双许可/多许可的核心前提是”足够的版权控制”：项目公司必须有能力汇总全部版权（通过 CLA），才能在任何时候重新决定许可。Linux 内核这种分散版权的项目无法采用双许可模式，而 MySQL、MongoDB、HashiCorp 等都建立了完整的 CLA 流程。

八、工程落地：常见坑点清单

下面是工程团队在 2026 年采用开源时几种反复出现的坑。后续文章会逐一展开。

8.1 把 GPL 代码静链进闭源固件

这是最经典的 Copyleft 事故。嵌入式、路由器、IoT 设备厂商最常犯。典型场景：用 BusyBox、U-Boot、Linux 内核构建路由器固件，但不向终端用户提供源码。2007–2012 年 Software Freedom Conservancy 多次以 BusyBox 为主体在美国发起诉讼；2020 年代开始，Christoph Hellwig 个人在德国对 VMware、Vizio 等发起 GPL 诉讼。中国国内的”数字天堂诉柚子科技”案是国内首例 GPL 诉讼，2018 年立案、2022 年有公开判决信息（不在此文猜测具体判决金额），更多讨论见 中国法下的软件著作权与开源。

实战建议：

1. 维护一份 SBOM（Software Bill of Materials），记录每个依赖的许可证与来源。
2. 对 GPL/AGPL 依赖建立"允许清单 / 禁止清单"。
3. 固件发布时附带书面要约（written offer）或源码镜像 URL。
4. 容器化产品：把 GPL 组件放到独立进程/容器，用标准 IPC 解耦。

8.2 AGPL 与 SaaS 的边界

AGPL 第 13 条把”通过网络向用户提供服务”也当作分发。常见误解包括：

• “只要我不改源码，AGPL 就没事”——错，AGPL 要求你向用户提供你实际运行的那份源码副本，即使你没改。
• “我只在内部用 AGPL”——视”内部”范围而定，跨法人使用可能已经触发。
• “把 AGPL 服务包一层 API 网关”——如果网关和 AGPL 服务合起来构成了”你提供给用户的功能”，仍然可能触发。
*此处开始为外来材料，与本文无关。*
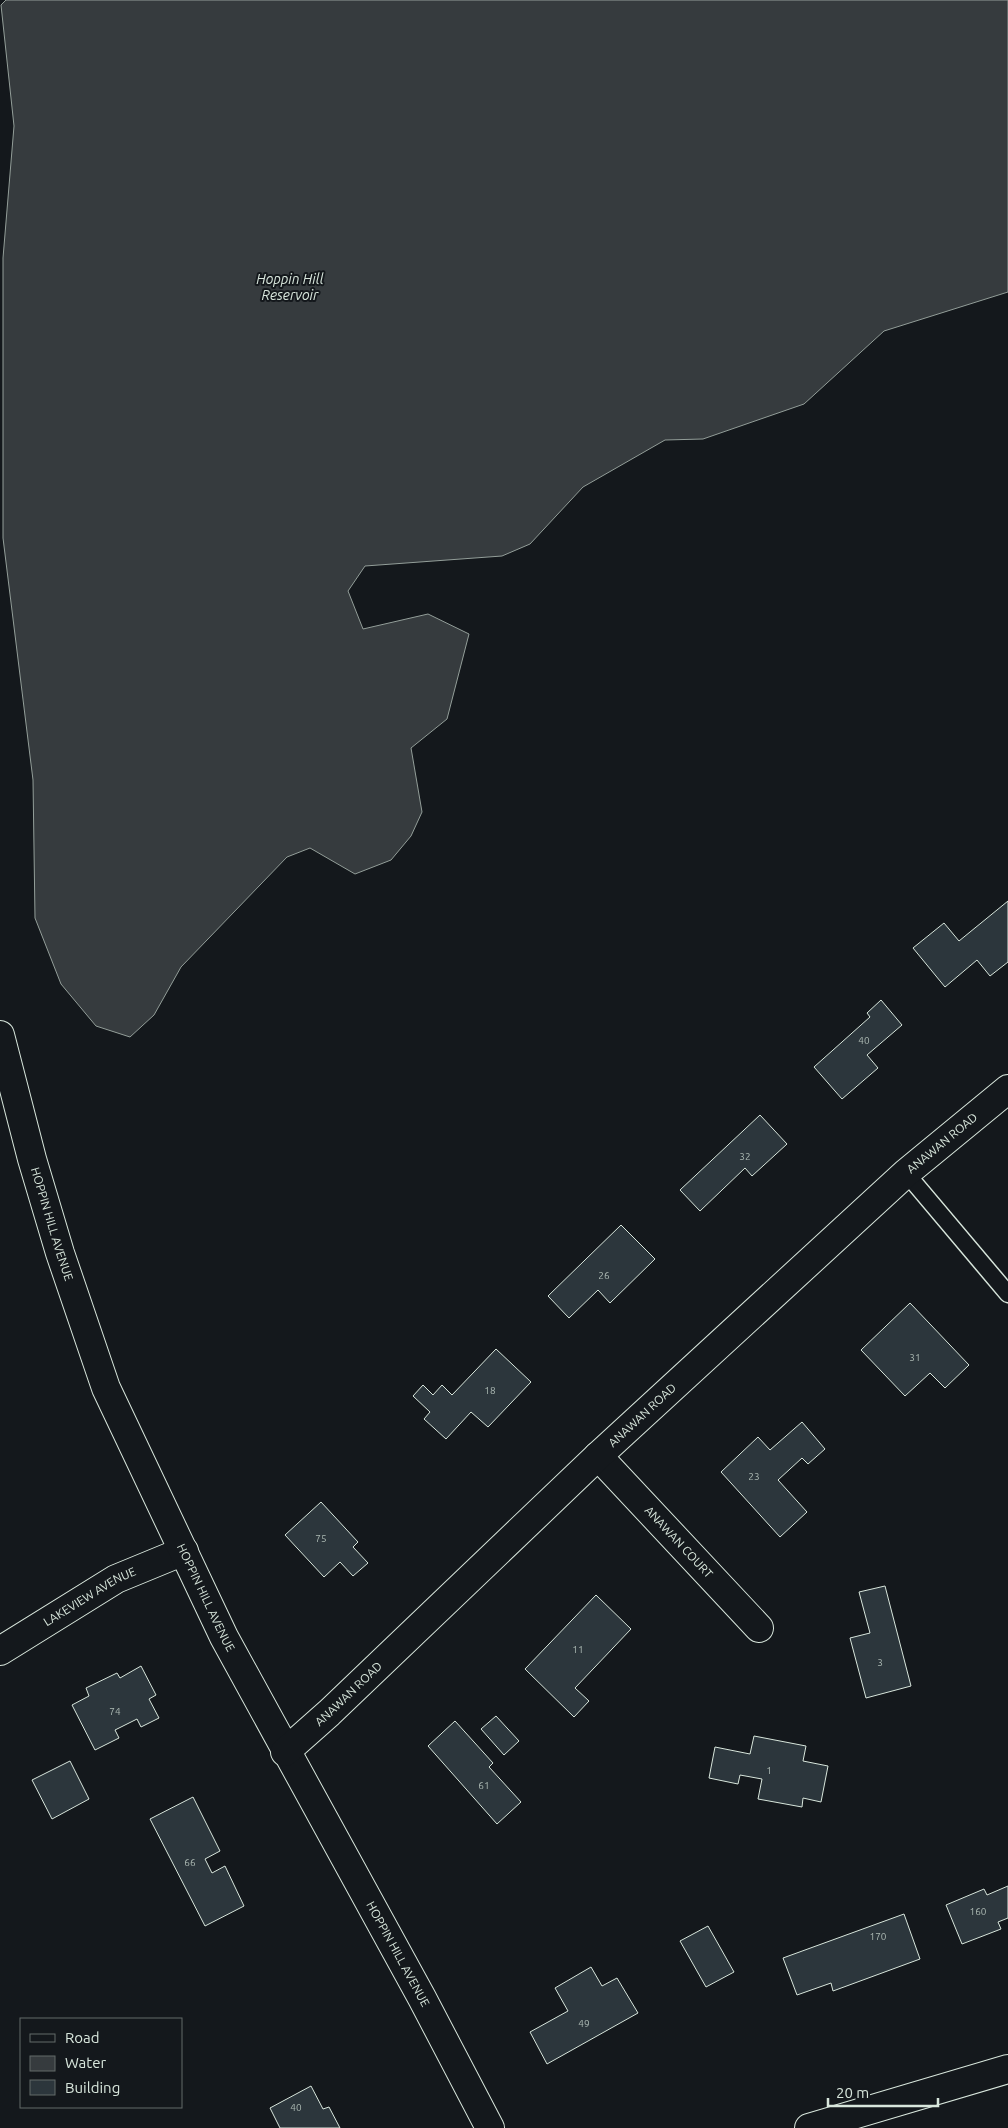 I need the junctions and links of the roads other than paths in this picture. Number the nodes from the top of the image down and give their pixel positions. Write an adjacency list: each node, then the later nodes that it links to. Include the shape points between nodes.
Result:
1 (0, 1035): 6 (street, HOPPIN HILL AVENUE, via 60,1253 106,1388)
2 (1008, 1090): 3 (street, ANAWAN ROAD)
3 (906, 1173): 4 (lane); 5 (street, ANAWAN ROAD)
4 (1008, 1294)
5 (598, 1456): 7 (street, ANAWAN COURT); 9 (street, ANAWAN ROAD)
6 (184, 1551): 8 (street, LAKEVIEW AVENUE, via 116,1579); 9 (street, HOPPIN HILL AVENUE)
7 (759, 1628)
8 (0, 1651)
9 (285, 1752): 11 (street, HOPPIN HILL AVENUE)
10 (1008, 2069): 12 (street)
11 (490, 2128)
12 (809, 2128) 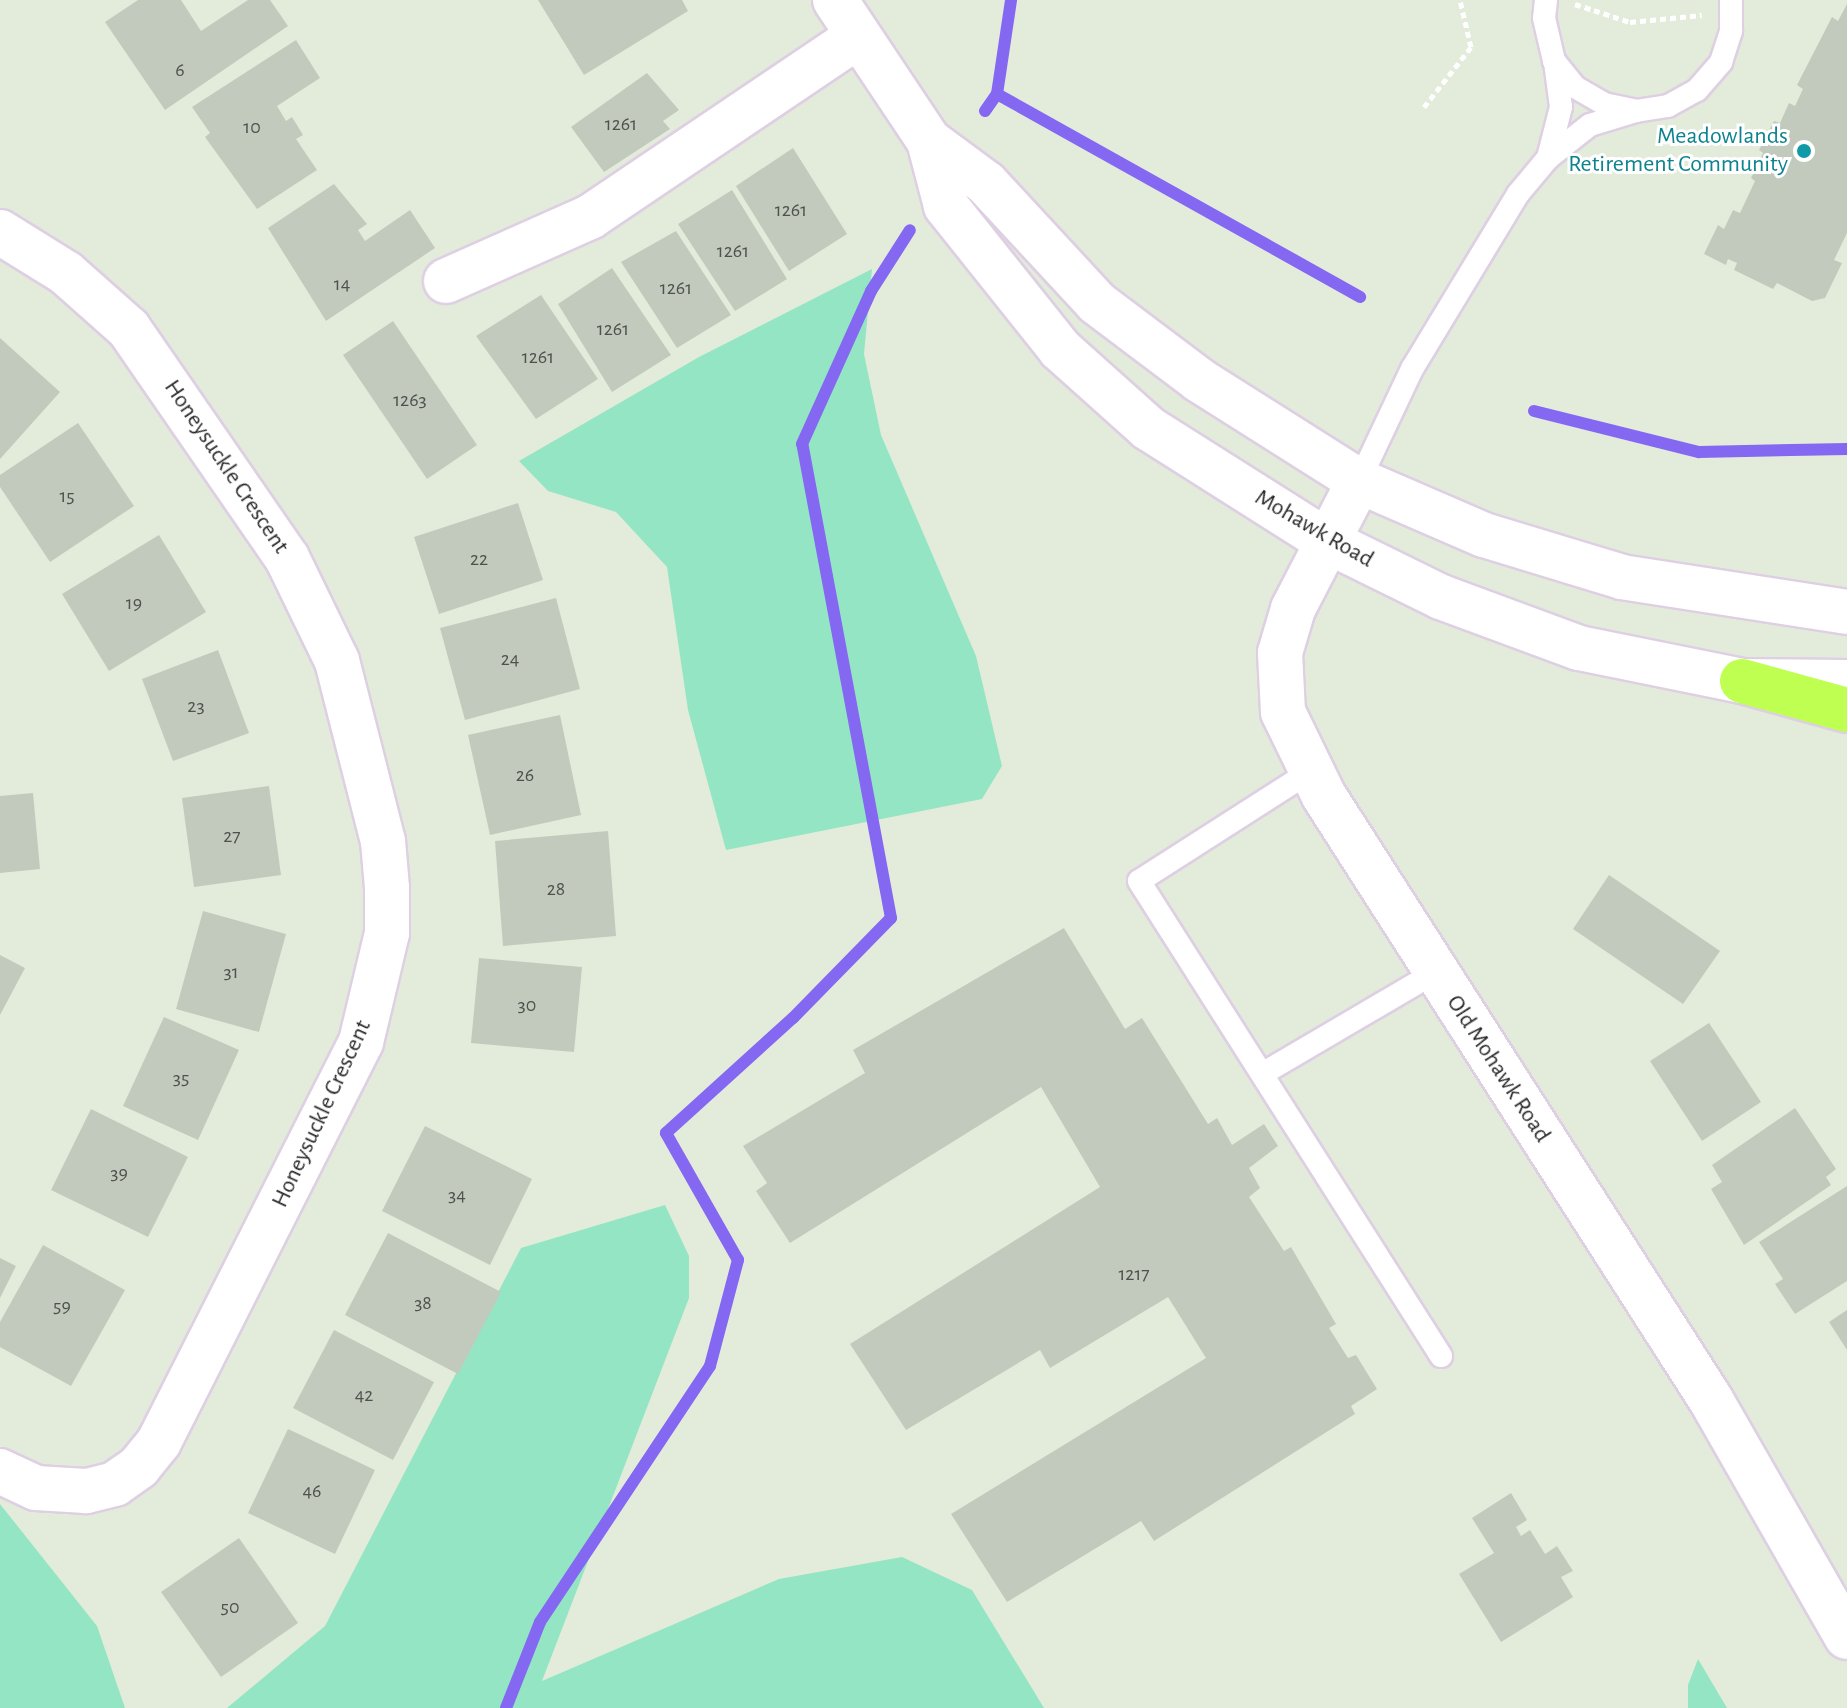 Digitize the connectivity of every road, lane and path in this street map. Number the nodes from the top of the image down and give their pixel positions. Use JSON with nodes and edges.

具体判断边界在 Copyleft 的工程边界 展开。

8.3 Apache 2.0 的 NOTICE 与专利反诉条款

Apache 2.0 的 NOTICE 文件机制常被忽视。NOTICE 文件是由上游作者准备的”必须随二进制一同分发的声明”，例如 Hadoop、Kafka 的 NOTICE 文件中包含 Apache Software Foundation 的归属声明和特定第三方声明。如果你把 Hadoop 打进自己的发行包却漏掉 NOTICE，严格说违反了 Apache 2.0 第 4 条第 (d) 项。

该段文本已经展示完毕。